Looking for a great family comedy movie to go see? "Marley and Me" is perfect. It's got that ideal twist of comedy and action with a sad ending, which is a definite tearjerker.

The movie has been out for a little over a month and has been among the top movies at the box office. The movie teaches us that a dog doesn't care if we're rich or poor. If we give him our heart, he'll give us his. You might not get it at first, but you will see what that means as the movie goes along.

The story begins with two newspaper reporters, Jennifer Grogan (Jennifer Aniston) and John Grogan (Owen Wilson), who move down to West Beach, Florida, and work at competing newspapers.

Wilson's friend Sebastian tells him he should get a dog. So John surprises Jennifer by taking her to a puppy farm, where he lets her pick out a puppy. The lady sells them a puppy for $200, the cheapest of them all. Thus, the nickname "Clearance Puppy" comes up.

The puppy might look cute and innocent, but it's not as cute and innocent as you may think! This puppy eats like crazy, tears up their furniture, and barks like crazy when someone is coming to the door. Not to mention that he's a beggar. Marley won't even listen in obedience class, to the point where he gets kicked out. He's also scared of thunderstorms.

John begins as a reporter but then becomes a columnist who writes about his family and dog. He gets offered a job in Pennsylvania as a reporter, but doesn't take it until after his fortieth birthday. Jennifer tells him that she will follow him and do what he wants if this will make him happy.

The Grogans begin a family and have three kids. At this point they movie to the outskirts of Pennsylvania. Marley is older, and there are plenty of times when he is blamed for everything. Now why would someone blame a dog for everything? This dog is one friendly pooch, who is there for the family at all times. Jennifer has a miscarriage during her first time being pregnant, and the dog knew that something was wrong and began to help comfort her.

Marley gets older and has a problem with his stomach, which somehow gets twisted. John takes him to the vet, where the dog gets surgery for the problem. He makes it through, in spite of the fact that at his age the vet thought he wouldn't. Marley is safe for a while, but the problem comes back.

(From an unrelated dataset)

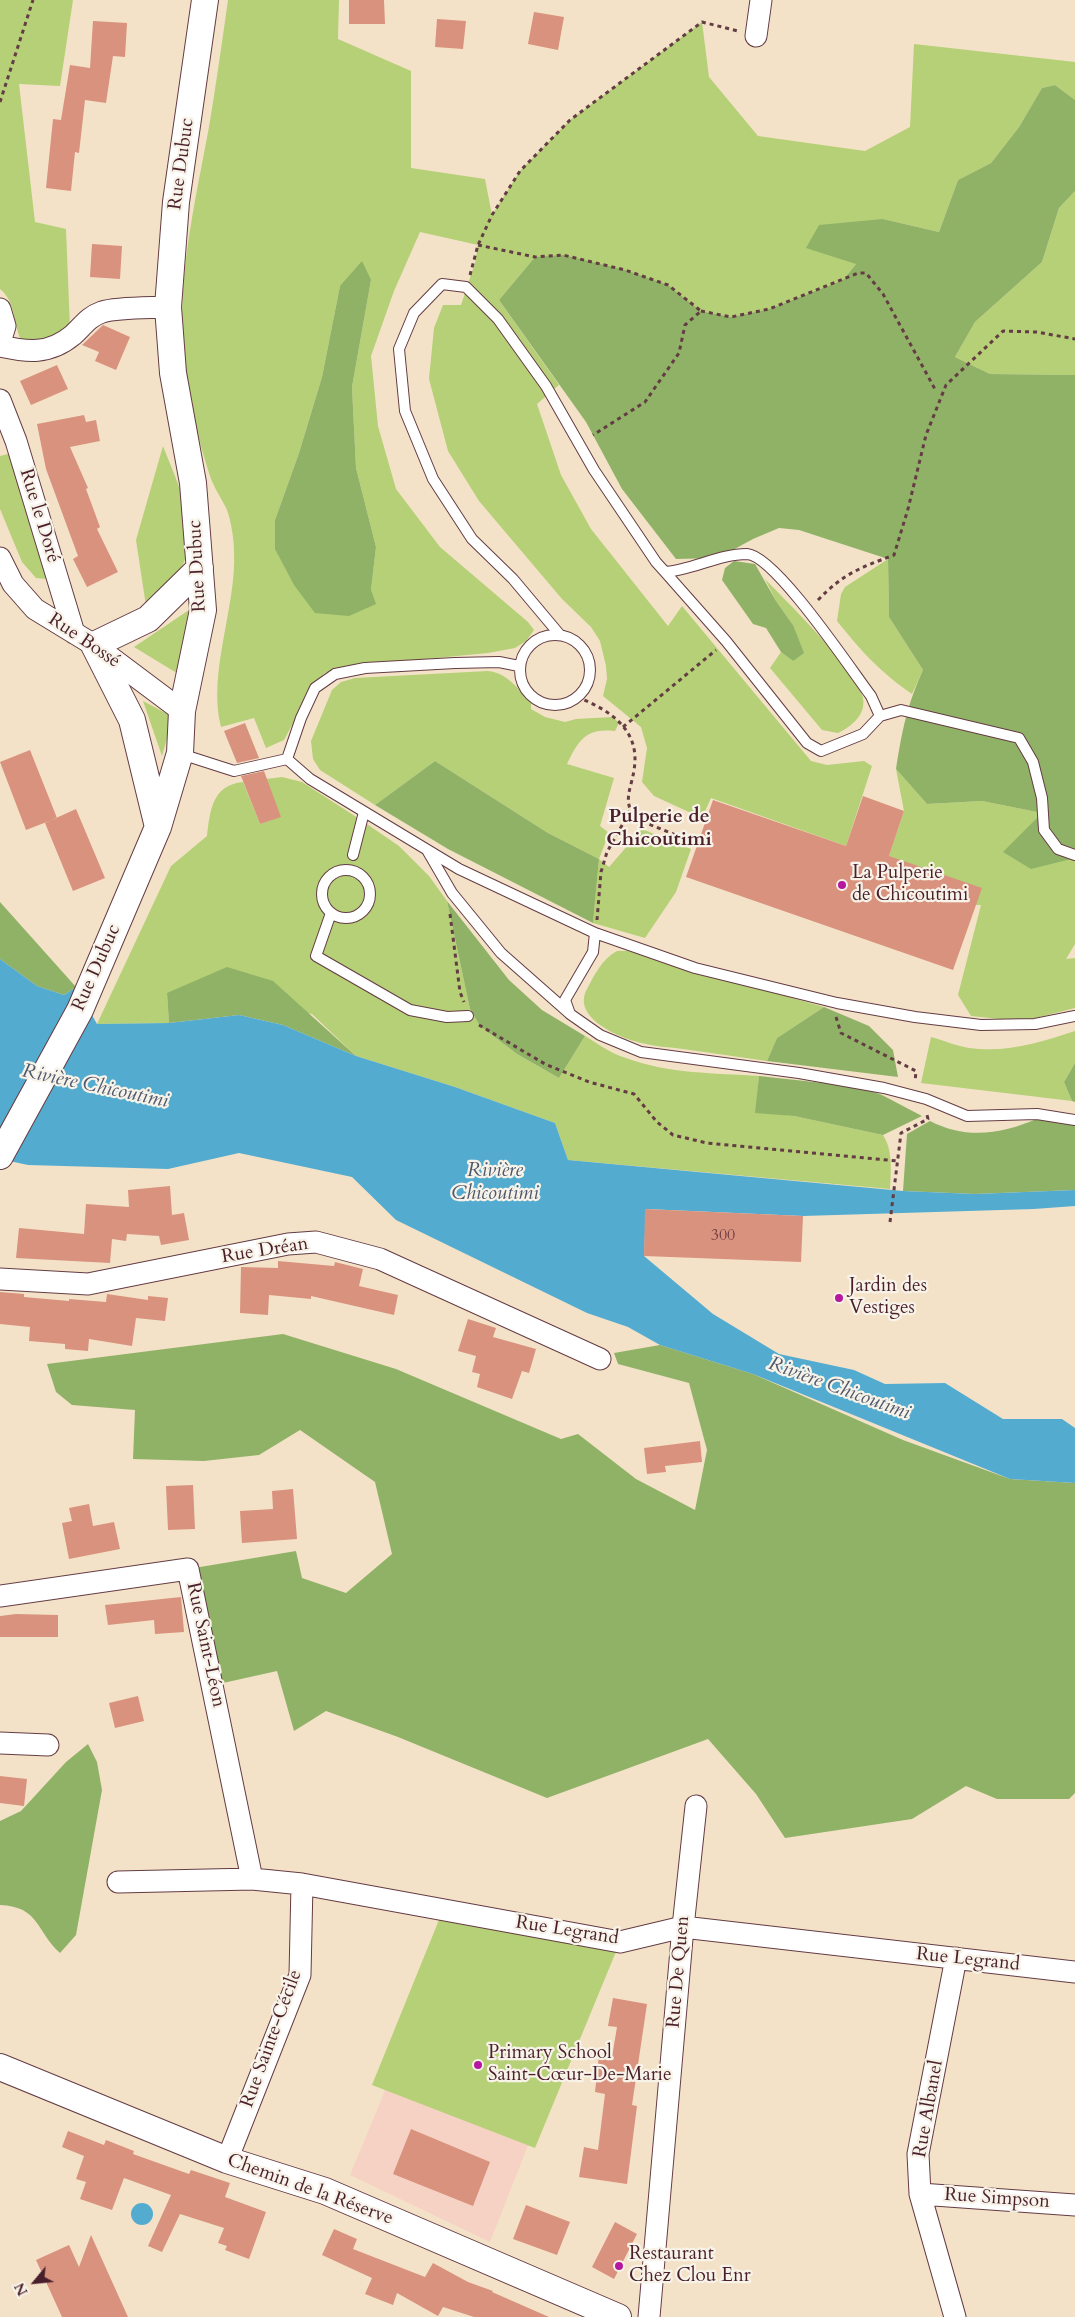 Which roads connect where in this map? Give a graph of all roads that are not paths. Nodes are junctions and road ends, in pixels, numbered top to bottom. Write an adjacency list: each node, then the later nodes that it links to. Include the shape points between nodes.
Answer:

At this point he is too weak to go through any more surgery. From the surgery scene all the way to the end, the movie gets sad. The family makes a decision that is a hard one, but it's for the best. Marley is in pain and suffering, and that isn't good for any dog.

I don't want to ruin the ending and spoil this for anyone who hasn't seen the movie, but I think you can guess what ends up happening.

This movie is worth the money and is something that every one of all ages will enjoy.

Movie Review: "Marley and Me" is great tearjerking comedy - Arts and Entertainment


----------



## hobo99 (Aug 18, 2008)

Hi , i read the book about 18 mths ago, it was brill but a box of tissues was needed,:sad:i shall see the film just hope its as good as the book , sometimes seeing the film after reading the book can be a disappointment.


----------